__Aim of the task__: Take the data below and filter it for lines containing the word "South"; show each line found.

__Records shown__:
__________

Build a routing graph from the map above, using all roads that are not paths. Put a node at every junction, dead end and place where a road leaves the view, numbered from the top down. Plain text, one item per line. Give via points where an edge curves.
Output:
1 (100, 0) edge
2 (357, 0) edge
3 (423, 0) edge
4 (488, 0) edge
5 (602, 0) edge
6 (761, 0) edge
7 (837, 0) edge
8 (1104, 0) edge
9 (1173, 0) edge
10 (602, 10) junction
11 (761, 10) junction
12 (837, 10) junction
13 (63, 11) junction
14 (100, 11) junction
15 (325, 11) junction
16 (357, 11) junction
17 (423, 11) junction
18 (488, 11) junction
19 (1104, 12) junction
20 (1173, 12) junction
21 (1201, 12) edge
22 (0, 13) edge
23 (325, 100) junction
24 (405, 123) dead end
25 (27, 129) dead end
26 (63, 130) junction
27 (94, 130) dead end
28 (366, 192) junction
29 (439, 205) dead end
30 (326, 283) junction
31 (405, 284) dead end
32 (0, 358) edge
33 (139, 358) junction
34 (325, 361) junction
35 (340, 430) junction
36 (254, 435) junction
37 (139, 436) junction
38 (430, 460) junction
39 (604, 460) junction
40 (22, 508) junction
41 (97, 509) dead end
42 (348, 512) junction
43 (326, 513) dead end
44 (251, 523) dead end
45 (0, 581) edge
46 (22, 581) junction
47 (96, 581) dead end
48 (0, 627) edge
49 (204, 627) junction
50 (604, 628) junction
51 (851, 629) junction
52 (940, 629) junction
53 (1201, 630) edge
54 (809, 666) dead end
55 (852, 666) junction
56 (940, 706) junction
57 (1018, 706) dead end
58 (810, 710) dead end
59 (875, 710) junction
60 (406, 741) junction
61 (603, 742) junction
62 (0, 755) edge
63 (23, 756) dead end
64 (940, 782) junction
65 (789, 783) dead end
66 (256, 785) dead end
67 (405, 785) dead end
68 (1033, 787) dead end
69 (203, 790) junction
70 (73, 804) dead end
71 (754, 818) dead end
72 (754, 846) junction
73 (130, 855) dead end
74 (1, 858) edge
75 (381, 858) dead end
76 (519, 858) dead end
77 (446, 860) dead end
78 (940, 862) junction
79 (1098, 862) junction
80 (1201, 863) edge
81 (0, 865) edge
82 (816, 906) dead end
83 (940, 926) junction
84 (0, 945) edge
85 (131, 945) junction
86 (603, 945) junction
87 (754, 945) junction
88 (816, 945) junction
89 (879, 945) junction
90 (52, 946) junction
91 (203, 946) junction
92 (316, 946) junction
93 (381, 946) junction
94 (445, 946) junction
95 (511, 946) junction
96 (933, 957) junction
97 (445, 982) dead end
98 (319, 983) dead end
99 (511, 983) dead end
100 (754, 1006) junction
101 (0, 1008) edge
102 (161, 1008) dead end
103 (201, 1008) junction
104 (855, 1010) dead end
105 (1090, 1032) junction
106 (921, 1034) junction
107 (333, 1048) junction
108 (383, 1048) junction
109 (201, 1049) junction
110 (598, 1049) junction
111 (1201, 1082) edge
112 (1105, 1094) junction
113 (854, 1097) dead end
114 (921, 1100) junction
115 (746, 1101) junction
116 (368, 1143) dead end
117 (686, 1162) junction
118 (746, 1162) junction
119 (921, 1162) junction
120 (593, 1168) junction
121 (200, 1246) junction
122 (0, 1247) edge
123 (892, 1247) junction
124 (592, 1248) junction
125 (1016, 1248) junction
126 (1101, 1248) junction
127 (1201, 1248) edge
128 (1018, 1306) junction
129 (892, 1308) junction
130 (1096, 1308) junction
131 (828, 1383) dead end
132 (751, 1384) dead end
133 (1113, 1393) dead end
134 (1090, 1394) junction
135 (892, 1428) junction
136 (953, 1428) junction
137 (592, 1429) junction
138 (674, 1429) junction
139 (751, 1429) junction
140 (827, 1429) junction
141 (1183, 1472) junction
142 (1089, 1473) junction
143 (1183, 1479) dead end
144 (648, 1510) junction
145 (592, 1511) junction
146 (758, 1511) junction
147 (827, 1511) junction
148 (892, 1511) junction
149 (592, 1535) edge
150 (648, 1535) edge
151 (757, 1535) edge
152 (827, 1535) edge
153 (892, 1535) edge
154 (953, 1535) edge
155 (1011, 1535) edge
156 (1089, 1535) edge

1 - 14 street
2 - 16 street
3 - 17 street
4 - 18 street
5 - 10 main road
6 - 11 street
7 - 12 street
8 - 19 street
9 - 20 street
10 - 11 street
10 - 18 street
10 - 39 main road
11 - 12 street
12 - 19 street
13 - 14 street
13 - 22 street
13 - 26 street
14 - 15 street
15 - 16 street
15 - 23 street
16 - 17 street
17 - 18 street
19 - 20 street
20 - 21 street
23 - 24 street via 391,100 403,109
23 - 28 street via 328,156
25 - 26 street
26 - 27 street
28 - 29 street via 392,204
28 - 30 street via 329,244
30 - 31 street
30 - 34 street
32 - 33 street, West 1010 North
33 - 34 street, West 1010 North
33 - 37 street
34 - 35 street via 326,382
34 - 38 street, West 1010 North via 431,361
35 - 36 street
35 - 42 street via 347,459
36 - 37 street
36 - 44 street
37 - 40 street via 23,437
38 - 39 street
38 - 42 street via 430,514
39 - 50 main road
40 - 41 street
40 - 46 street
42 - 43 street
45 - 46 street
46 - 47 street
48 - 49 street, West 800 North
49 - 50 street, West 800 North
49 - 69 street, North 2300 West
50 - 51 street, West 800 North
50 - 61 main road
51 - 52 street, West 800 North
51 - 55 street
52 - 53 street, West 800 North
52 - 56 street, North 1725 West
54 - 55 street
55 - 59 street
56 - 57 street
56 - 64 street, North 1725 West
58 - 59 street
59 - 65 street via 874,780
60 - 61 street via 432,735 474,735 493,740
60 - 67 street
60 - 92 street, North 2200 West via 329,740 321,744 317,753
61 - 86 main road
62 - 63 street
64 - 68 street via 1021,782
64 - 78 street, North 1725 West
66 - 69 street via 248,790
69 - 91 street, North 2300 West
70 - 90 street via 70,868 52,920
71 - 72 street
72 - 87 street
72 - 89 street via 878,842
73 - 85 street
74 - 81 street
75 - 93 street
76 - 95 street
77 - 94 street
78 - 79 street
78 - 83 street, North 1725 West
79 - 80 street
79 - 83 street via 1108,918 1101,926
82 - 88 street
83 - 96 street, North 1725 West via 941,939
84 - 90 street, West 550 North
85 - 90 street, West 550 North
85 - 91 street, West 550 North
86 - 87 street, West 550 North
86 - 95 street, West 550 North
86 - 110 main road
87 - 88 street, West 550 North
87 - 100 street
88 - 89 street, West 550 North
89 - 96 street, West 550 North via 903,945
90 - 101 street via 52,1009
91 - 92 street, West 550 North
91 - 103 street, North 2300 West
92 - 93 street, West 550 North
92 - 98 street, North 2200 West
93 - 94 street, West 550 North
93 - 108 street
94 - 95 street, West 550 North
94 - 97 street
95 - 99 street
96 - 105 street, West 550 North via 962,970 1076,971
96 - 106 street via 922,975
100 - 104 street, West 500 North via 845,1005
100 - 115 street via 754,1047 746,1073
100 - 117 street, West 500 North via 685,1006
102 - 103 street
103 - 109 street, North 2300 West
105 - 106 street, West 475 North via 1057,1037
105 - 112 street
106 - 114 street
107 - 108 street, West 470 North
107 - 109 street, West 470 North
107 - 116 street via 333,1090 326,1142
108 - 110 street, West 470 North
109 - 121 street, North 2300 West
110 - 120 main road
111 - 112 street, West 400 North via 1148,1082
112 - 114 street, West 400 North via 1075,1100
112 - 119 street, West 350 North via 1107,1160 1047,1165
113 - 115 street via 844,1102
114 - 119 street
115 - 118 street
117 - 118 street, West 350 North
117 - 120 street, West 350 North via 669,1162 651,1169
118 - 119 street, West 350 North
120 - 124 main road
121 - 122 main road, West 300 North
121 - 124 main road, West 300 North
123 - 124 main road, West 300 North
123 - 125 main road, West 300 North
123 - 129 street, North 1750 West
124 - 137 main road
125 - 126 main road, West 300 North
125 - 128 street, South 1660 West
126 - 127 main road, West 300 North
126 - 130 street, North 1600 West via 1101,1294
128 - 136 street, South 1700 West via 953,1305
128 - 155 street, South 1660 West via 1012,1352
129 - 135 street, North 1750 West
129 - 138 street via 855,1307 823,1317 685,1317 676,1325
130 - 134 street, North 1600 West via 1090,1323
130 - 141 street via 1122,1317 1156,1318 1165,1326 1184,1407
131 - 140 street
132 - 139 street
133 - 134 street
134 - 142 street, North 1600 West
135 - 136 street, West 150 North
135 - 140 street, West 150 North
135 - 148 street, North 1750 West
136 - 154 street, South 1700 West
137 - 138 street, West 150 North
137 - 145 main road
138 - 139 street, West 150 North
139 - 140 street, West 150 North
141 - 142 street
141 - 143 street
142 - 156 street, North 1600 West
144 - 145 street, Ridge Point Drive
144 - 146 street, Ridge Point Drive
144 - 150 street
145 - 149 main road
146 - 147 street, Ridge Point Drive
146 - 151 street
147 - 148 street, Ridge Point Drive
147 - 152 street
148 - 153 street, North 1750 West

__________

__Result__:
125 - 128 street, South 1660 West
128 - 136 street, South 1700 West via 953,1305
128 - 155 street, South 1660 West via 1012,1352
136 - 154 street, South 1700 West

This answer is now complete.